(Stored data)
↓

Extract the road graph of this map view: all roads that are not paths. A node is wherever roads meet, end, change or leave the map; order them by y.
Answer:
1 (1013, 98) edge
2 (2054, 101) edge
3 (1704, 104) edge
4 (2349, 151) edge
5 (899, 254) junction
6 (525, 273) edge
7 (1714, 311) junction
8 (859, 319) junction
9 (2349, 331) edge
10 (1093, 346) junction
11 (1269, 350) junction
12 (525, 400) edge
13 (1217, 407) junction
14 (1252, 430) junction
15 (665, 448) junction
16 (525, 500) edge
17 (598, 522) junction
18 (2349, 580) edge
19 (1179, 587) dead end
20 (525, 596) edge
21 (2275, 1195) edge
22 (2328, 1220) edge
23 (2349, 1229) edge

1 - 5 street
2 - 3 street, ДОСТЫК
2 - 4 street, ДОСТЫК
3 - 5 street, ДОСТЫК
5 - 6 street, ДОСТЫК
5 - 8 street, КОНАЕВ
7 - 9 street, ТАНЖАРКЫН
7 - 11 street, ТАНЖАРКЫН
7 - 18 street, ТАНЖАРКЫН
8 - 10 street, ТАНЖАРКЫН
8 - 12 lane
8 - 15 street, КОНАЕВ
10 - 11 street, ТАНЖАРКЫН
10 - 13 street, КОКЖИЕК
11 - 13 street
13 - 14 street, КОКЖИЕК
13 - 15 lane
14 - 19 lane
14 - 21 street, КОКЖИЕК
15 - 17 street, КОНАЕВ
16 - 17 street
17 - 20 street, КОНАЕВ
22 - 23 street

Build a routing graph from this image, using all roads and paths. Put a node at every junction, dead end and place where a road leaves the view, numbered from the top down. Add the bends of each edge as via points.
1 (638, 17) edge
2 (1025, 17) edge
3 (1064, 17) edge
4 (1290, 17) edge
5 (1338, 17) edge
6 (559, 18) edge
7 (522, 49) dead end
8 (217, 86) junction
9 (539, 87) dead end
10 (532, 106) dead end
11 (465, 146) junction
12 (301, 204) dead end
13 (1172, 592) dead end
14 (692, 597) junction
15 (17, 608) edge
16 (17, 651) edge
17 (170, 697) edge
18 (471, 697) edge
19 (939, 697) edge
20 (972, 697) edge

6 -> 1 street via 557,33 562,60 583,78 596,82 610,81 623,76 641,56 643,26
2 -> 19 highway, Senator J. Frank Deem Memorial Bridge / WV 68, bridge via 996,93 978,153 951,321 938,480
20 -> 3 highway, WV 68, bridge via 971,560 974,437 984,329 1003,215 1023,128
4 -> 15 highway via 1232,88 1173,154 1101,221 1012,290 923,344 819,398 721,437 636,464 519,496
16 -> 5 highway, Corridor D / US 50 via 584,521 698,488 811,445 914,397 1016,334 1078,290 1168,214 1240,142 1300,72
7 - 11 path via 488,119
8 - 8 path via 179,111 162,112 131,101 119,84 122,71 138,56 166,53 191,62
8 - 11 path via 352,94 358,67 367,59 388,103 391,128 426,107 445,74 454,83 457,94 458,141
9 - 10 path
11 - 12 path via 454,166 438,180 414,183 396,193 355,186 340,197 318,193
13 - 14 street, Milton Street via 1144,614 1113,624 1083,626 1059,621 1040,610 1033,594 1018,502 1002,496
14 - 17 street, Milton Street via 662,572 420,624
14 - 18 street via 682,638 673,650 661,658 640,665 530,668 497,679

↑

▶ BRIEF
In the records above, find every line with the word "road" and copy it.

▶ ANSWER AREA
Extract the road graph of this map view: all roads that are not paths. A node is wherever roads meet, end, change or leave the map; order them by y.
Build a routing graph from this image, using all roads and paths. Put a node at every junction, dead end and place where a road leaves the view, numbered from the top down. Add the bends of each edge as via points.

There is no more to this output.